### WHAT IS NEEDED
Could you transcribe the records below exactly, leaving out every picture?

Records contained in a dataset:
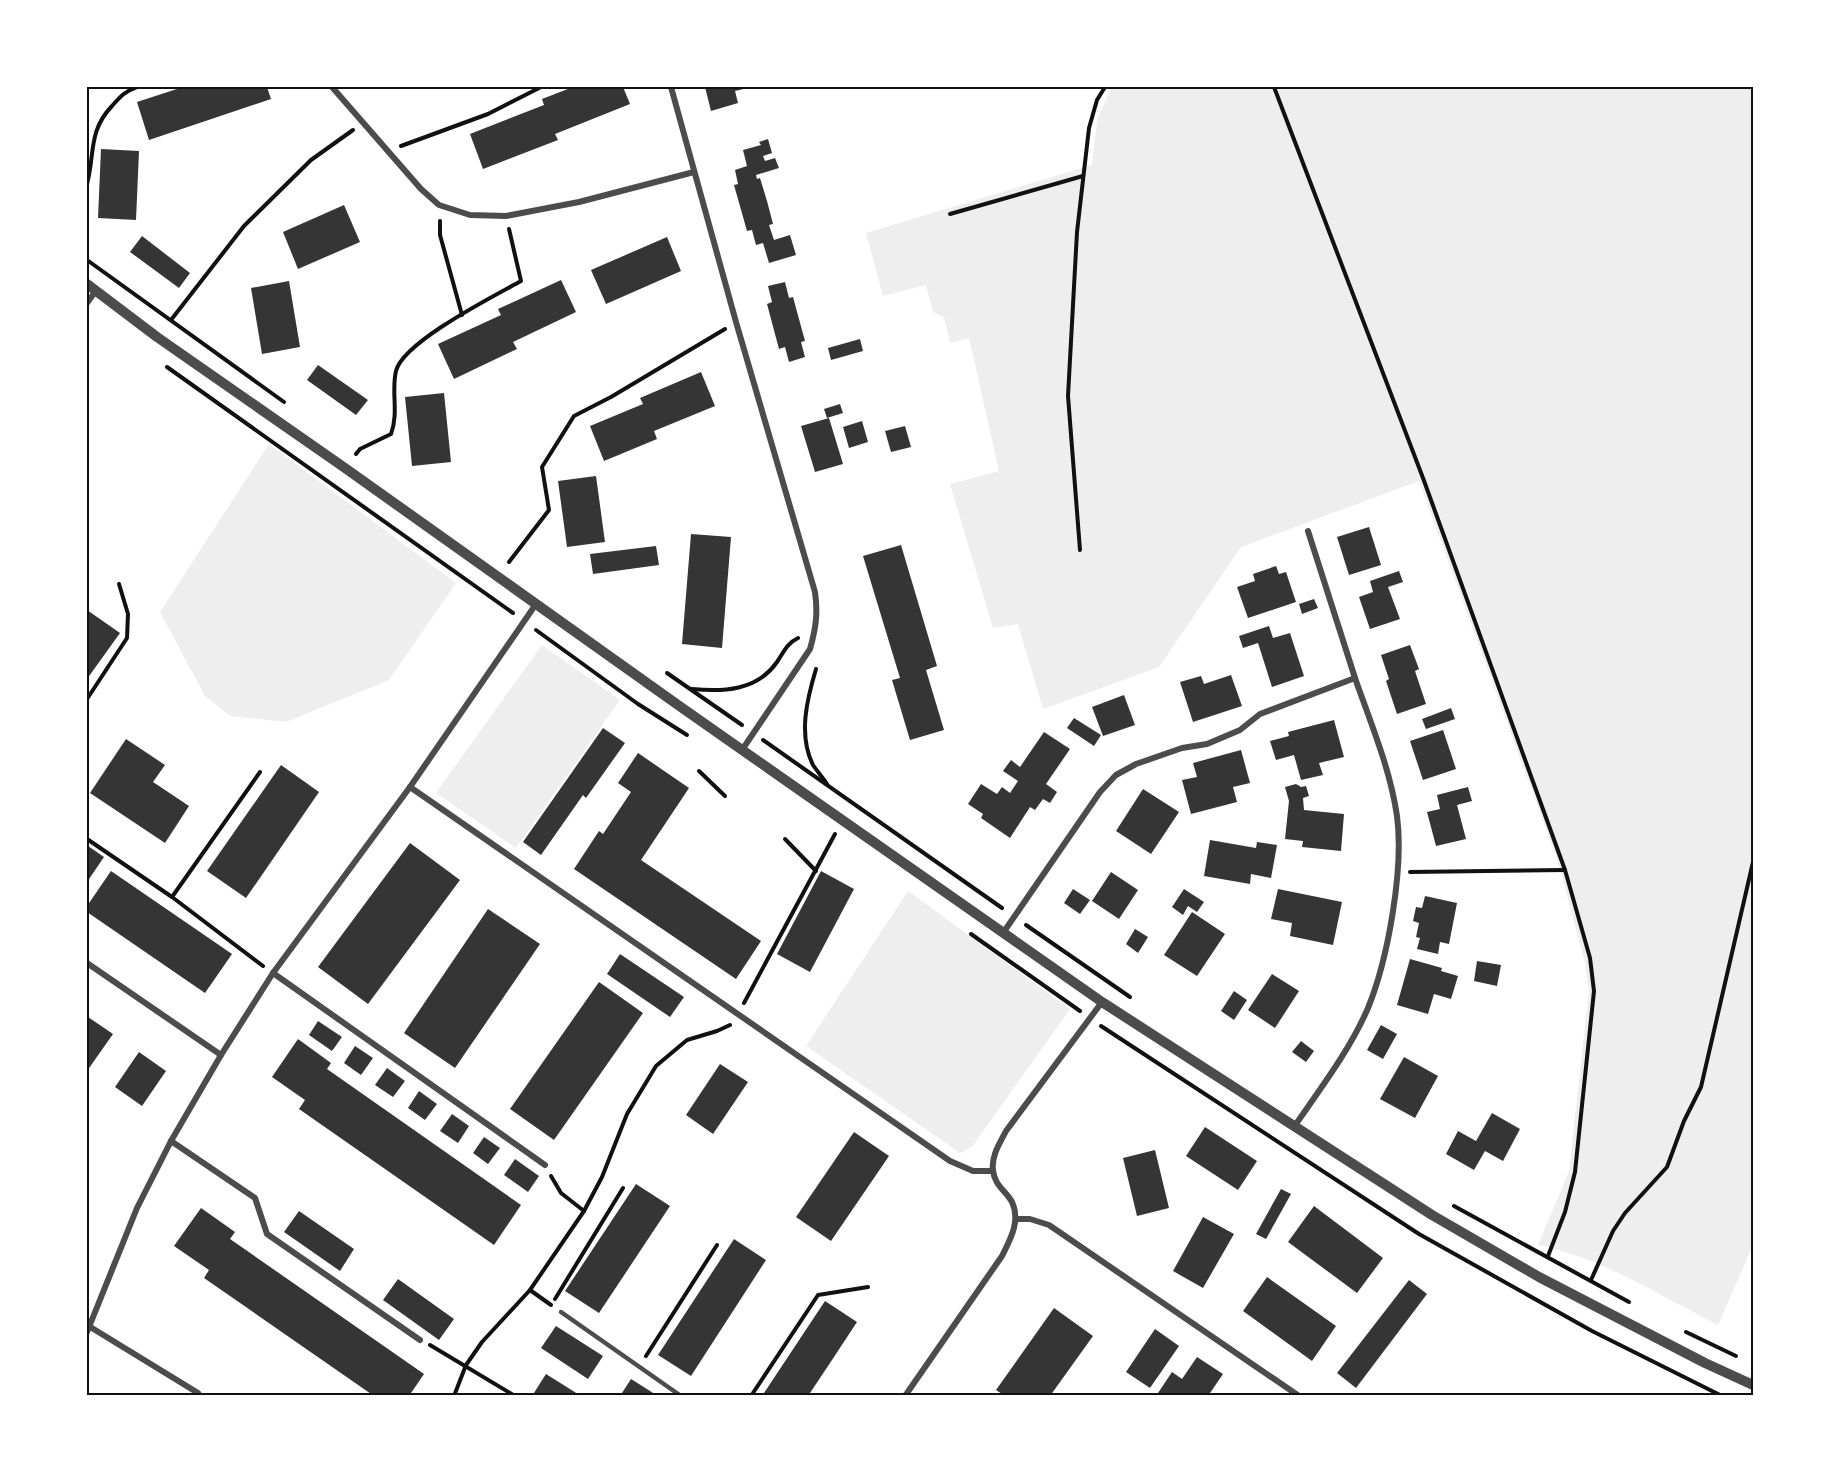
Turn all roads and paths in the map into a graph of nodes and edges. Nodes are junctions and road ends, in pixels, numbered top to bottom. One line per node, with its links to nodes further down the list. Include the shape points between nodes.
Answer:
1 (137, 87): 11 (path, via 126,91 101,117 93,137)
2 (332, 87): 7 (street)
3 (541, 87): 8 (path, via 488,114)
4 (671, 87): 9 (street)
5 (1105, 87): 10 (path, via 1089,128)
6 (1274, 87): 46 (path, via 1423,478)
7 (363, 123): 8 (street); 19 (path, via 311,160 244,226)
8 (388, 151): 12 (street)
9 (694, 172): 14 (street, via 579,202); 20 (street)
10 (1083, 176): 13 (path); 24 (path, via 1068,396)
11 (87, 184)
12 (439, 205): 14 (street, via 470,215); 18 (path, via 440,235)
13 (950, 214)
14 (506, 216): 18 (path, via 521,281)
15 (87, 260): 19 (path)
16 (91, 288): 17 (street); 27 (street)
17 (87, 303)
18 (462, 315): 22 (path, via 427,335 399,363 391,434 356,454)
19 (171, 320): 21 (path)
20 (736, 322): 25 (path, via 574,416 542,467 549,510 509,562); 28 (street, via 814,592 818,610)
21 (291, 407)
22 (347, 447)
23 (1308, 531): 31 (street)
24 (1080, 550)
25 (518, 568)
26 (119, 584): 33 (path, via 128,614 127,638)
27 (536, 604): 35 (street); 38 (street)
28 (816, 630): 32 (path, via 788,643 777,663 751,684 721,691); 34 (street, via 810,648)
29 (819, 662): 39 (path, via 805,718 813,764)
30 (664, 672): 32 (path)
31 (1355, 678): 47 (street, via 1390,776 1397,819); 49 (street, via 1260,714 1240,730 1207,744 1182,748 1116,775 1100,792)
32 (690, 689): 34 (path)
33 (87, 699)
34 (754, 733): 35 (street); 39 (path)
35 (742, 750): 50 (street)
36 (699, 771): 40 (path)
37 (260, 772): 48 (path)
38 (410, 787): 52 (street); 55 (street)
39 (829, 787): 49 (path)
40 (725, 796)
41 (835, 834): 45 (path)
42 (87, 839): 48 (path)
43 (785, 839): 45 (path)
44 (1753, 862): 67 (path, via 1701,1087 1667,1167 1625,1213)
45 (816, 870): 55 (path)
46 (1565, 870): 47 (path); 66 (path, via 1590,958 1594,991 1575,1172)
47 (1397, 872): 57 (street, via 1387,950 1368,1008)
48 (172, 897): 52 (path)
49 (1015, 917): 50 (street); 53 (path)
50 (1004, 933): 54 (street)
51 (87, 963): 56 (street)
52 (273, 973): 56 (street); 59 (street)
53 (1132, 999)
54 (1102, 1002): 57 (street); 60 (street, via 1006,1131 994,1154)
55 (737, 1014): 60 (street, via 950,1161 973,1171); 63 (path, via 729,1025 687,1040 656,1066 627,1114)
56 (221, 1055): 58 (street)
57 (1294, 1128): 79 (street, via 1539,1277)
58 (171, 1141): 73 (street, via 137,1208); 75 (street, via 255,1198 267,1234)
59 (545, 1165): 63 (path, via 561,1193)
60 (993, 1171): 64 (street, via 999,1187 1012,1202)
61 (623, 1188): 70 (path)
62 (1449, 1203): 66 (path)
63 (584, 1211): 69 (path)
64 (1016, 1219): 85 (street, via 1002,1256); 86 (street, via 1049,1225)
65 (717, 1245): 78 (path)
66 (1548, 1256): 67 (path)
67 (1591, 1280): 71 (path)
68 (868, 1287): 84 (path, via 818,1295)
69 (530, 1290): 70 (path); 77 (path)
70 (551, 1305): 72 (path)
71 (1636, 1306)
72 (561, 1312): 78 (lane)
73 (88, 1328): 80 (street)
74 (1684, 1331): 76 (path)
75 (420, 1340): 77 (path)
76 (1743, 1360)
77 (466, 1365): 81 (path); 82 (path)
78 (639, 1366): 83 (lane)
79 (1753, 1385)
80 (200, 1396)
81 (454, 1396)
82 (515, 1396)
83 (681, 1396)
84 (751, 1396)
85 (905, 1396)
86 (1299, 1396)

### EXERCISE RESPONSE
Turn all roads and paths in the map into a graph of nodes and edges. Nodes are junctions and road ends, in pixels, numbered top to bottom. One line per node, with its links to nodes further down the list. Include the shape points between nodes.
Answer:
1 (137, 87): 11 (path, via 126,91 101,117 93,137)
2 (332, 87): 7 (street)
3 (541, 87): 8 (path, via 488,114)
4 (671, 87): 9 (street)
5 (1105, 87): 10 (path, via 1089,128)
6 (1274, 87): 46 (path, via 1423,478)
7 (363, 123): 8 (street); 19 (path, via 311,160 244,226)
8 (388, 151): 12 (street)
9 (694, 172): 14 (street, via 579,202); 20 (street)
10 (1083, 176): 13 (path); 24 (path, via 1068,396)
11 (87, 184)
12 (439, 205): 14 (street, via 470,215); 18 (path, via 440,235)
13 (950, 214)
14 (506, 216): 18 (path, via 521,281)
15 (87, 260): 19 (path)
16 (91, 288): 17 (street); 27 (street)
17 (87, 303)
18 (462, 315): 22 (path, via 427,335 399,363 391,434 356,454)
19 (171, 320): 21 (path)
20 (736, 322): 25 (path, via 574,416 542,467 549,510 509,562); 28 (street, via 814,592 818,610)
21 (291, 407)
22 (347, 447)
23 (1308, 531): 31 (street)
24 (1080, 550)
25 (518, 568)
26 (119, 584): 33 (path, via 128,614 127,638)
27 (536, 604): 35 (street); 38 (street)
28 (816, 630): 32 (path, via 788,643 777,663 751,684 721,691); 34 (street, via 810,648)
29 (819, 662): 39 (path, via 805,718 813,764)
30 (664, 672): 32 (path)
31 (1355, 678): 47 (street, via 1390,776 1397,819); 49 (street, via 1260,714 1240,730 1207,744 1182,748 1116,775 1100,792)
32 (690, 689): 34 (path)
33 (87, 699)
34 (754, 733): 35 (street); 39 (path)
35 (742, 750): 50 (street)
36 (699, 771): 40 (path)
37 (260, 772): 48 (path)
38 (410, 787): 52 (street); 55 (street)
39 (829, 787): 49 (path)
40 (725, 796)
41 (835, 834): 45 (path)
42 (87, 839): 48 (path)
43 (785, 839): 45 (path)
44 (1753, 862): 67 (path, via 1701,1087 1667,1167 1625,1213)
45 (816, 870): 55 (path)
46 (1565, 870): 47 (path); 66 (path, via 1590,958 1594,991 1575,1172)
47 (1397, 872): 57 (street, via 1387,950 1368,1008)
48 (172, 897): 52 (path)
49 (1015, 917): 50 (street); 53 (path)
50 (1004, 933): 54 (street)
51 (87, 963): 56 (street)
52 (273, 973): 56 (street); 59 (street)
53 (1132, 999)
54 (1102, 1002): 57 (street); 60 (street, via 1006,1131 994,1154)
55 (737, 1014): 60 (street, via 950,1161 973,1171); 63 (path, via 729,1025 687,1040 656,1066 627,1114)
56 (221, 1055): 58 (street)
57 (1294, 1128): 79 (street, via 1539,1277)
58 (171, 1141): 73 (street, via 137,1208); 75 (street, via 255,1198 267,1234)
59 (545, 1165): 63 (path, via 561,1193)
60 (993, 1171): 64 (street, via 999,1187 1012,1202)
61 (623, 1188): 70 (path)
62 (1449, 1203): 66 (path)
63 (584, 1211): 69 (path)
64 (1016, 1219): 85 (street, via 1002,1256); 86 (street, via 1049,1225)
65 (717, 1245): 78 (path)
66 (1548, 1256): 67 (path)
67 (1591, 1280): 71 (path)
68 (868, 1287): 84 (path, via 818,1295)
69 (530, 1290): 70 (path); 77 (path)
70 (551, 1305): 72 (path)
71 (1636, 1306)
72 (561, 1312): 78 (lane)
73 (88, 1328): 80 (street)
74 (1684, 1331): 76 (path)
75 (420, 1340): 77 (path)
76 (1743, 1360)
77 (466, 1365): 81 (path); 82 (path)
78 (639, 1366): 83 (lane)
79 (1753, 1385)
80 (200, 1396)
81 (454, 1396)
82 (515, 1396)
83 (681, 1396)
84 (751, 1396)
85 (905, 1396)
86 (1299, 1396)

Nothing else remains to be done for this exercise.